■ Exercise:
Please find every line in the records below that contains the word "Жырау", and copy it.

■ Extracted records:
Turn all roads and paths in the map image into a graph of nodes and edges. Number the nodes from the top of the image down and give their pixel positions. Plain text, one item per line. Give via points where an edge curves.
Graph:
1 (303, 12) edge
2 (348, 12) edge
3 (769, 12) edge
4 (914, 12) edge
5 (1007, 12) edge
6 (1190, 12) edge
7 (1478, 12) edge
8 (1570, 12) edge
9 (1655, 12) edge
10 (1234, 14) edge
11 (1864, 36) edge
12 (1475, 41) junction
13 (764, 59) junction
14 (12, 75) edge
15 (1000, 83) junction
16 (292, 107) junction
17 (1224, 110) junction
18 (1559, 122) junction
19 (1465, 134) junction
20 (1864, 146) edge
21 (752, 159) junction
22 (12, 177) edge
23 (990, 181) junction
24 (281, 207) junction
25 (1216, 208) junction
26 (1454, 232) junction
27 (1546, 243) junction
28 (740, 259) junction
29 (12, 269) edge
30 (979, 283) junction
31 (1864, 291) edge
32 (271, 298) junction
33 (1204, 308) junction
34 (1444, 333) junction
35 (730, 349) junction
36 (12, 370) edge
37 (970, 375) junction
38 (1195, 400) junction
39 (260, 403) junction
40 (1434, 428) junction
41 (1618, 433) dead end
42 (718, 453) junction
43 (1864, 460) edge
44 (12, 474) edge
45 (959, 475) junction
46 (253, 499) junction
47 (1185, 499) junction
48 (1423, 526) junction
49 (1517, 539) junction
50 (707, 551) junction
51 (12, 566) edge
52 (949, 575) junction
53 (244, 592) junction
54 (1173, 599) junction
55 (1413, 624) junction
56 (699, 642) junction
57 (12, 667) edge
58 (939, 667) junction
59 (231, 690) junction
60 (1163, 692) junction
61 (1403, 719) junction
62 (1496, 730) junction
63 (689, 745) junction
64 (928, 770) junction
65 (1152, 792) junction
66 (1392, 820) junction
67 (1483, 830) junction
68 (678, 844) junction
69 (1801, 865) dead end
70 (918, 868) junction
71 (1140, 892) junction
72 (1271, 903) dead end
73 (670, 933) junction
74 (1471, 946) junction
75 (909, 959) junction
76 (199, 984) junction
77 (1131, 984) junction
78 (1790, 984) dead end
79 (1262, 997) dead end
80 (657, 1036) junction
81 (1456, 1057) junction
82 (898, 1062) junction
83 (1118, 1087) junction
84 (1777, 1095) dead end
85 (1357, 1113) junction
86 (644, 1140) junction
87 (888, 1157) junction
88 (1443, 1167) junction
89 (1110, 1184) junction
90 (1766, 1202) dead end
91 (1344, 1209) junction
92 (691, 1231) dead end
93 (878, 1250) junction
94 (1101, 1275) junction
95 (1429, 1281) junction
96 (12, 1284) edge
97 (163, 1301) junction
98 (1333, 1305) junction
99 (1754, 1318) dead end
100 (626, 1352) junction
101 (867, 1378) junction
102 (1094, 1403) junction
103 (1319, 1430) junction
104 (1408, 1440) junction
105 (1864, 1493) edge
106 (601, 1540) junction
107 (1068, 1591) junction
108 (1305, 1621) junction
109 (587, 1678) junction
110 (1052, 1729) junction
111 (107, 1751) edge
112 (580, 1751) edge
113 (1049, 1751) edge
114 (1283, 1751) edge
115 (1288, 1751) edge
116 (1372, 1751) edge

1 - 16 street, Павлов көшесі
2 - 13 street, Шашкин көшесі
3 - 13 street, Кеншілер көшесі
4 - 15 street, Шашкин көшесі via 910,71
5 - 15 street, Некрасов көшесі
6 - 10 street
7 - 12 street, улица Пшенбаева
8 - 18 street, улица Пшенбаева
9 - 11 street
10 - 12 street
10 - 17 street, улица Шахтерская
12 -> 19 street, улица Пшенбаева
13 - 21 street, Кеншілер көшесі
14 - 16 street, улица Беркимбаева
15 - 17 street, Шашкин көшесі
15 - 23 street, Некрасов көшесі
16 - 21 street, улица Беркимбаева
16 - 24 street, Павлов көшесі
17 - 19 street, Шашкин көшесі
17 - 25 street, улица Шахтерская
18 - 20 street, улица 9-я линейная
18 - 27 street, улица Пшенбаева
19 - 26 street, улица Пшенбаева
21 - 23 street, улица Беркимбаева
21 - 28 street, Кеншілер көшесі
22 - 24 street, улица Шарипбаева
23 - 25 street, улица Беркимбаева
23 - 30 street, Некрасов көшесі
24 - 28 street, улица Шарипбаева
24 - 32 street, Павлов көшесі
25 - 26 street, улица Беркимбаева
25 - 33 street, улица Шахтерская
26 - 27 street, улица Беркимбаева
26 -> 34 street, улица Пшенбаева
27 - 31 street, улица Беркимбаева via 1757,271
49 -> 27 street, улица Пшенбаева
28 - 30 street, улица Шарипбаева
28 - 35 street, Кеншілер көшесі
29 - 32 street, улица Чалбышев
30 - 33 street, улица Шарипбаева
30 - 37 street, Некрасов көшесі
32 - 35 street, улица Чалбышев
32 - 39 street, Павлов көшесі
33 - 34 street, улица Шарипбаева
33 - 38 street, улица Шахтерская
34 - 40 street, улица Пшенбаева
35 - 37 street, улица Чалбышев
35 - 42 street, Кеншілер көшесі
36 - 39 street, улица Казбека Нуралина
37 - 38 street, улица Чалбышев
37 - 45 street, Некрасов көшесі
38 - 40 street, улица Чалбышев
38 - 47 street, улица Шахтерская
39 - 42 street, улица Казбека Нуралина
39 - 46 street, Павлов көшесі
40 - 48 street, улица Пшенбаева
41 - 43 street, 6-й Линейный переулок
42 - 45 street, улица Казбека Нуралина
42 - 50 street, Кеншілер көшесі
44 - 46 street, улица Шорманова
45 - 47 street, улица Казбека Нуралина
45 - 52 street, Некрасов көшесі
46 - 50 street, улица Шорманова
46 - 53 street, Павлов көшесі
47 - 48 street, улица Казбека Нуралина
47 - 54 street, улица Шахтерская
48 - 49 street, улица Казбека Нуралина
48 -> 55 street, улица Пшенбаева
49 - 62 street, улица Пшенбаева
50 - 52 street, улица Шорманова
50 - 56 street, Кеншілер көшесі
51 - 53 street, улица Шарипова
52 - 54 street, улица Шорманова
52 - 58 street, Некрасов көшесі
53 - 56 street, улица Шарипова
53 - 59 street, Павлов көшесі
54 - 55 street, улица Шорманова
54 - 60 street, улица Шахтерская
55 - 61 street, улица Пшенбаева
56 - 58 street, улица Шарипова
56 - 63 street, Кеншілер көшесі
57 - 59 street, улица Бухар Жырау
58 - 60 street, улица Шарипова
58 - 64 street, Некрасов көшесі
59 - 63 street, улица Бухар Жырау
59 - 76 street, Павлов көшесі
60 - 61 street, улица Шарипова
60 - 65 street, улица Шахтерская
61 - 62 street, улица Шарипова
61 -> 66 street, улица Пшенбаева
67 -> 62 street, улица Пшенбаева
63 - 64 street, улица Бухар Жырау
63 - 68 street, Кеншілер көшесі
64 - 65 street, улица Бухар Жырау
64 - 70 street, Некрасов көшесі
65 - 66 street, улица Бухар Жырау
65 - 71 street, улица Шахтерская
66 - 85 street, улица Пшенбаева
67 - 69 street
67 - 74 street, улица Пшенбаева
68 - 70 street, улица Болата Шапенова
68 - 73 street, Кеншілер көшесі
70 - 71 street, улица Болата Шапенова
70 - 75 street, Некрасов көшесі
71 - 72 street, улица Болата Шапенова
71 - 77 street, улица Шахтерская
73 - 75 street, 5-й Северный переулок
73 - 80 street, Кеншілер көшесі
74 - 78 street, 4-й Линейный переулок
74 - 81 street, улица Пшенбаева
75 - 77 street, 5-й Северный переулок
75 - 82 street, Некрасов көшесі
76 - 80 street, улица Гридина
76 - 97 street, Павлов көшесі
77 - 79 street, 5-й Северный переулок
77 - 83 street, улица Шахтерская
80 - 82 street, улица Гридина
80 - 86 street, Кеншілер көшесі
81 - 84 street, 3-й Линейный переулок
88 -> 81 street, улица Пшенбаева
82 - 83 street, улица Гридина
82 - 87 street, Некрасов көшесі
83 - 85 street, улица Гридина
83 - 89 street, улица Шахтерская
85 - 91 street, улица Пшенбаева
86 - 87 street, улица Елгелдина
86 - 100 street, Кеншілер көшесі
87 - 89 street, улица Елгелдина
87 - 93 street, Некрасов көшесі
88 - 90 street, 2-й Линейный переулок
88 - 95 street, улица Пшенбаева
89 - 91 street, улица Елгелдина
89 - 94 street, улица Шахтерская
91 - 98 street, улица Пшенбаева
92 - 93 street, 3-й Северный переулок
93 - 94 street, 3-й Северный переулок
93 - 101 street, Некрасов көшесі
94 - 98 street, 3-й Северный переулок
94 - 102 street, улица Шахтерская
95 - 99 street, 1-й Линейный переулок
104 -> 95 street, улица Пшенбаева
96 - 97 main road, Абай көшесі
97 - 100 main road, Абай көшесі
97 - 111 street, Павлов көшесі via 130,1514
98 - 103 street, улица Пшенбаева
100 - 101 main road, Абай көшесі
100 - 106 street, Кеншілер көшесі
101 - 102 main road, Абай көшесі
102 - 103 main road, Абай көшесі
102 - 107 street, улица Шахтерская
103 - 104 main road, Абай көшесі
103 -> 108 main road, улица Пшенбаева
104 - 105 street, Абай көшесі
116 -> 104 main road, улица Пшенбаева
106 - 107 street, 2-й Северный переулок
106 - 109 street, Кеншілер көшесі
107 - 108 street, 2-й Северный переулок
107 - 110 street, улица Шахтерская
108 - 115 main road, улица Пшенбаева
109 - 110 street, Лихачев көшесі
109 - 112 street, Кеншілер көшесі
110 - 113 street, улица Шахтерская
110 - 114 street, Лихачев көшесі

■ Your solution:
57 - 59 street, улица Бухар Жырау
59 - 63 street, улица Бухар Жырау
63 - 64 street, улица Бухар Жырау
64 - 65 street, улица Бухар Жырау
65 - 66 street, улица Бухар Жырау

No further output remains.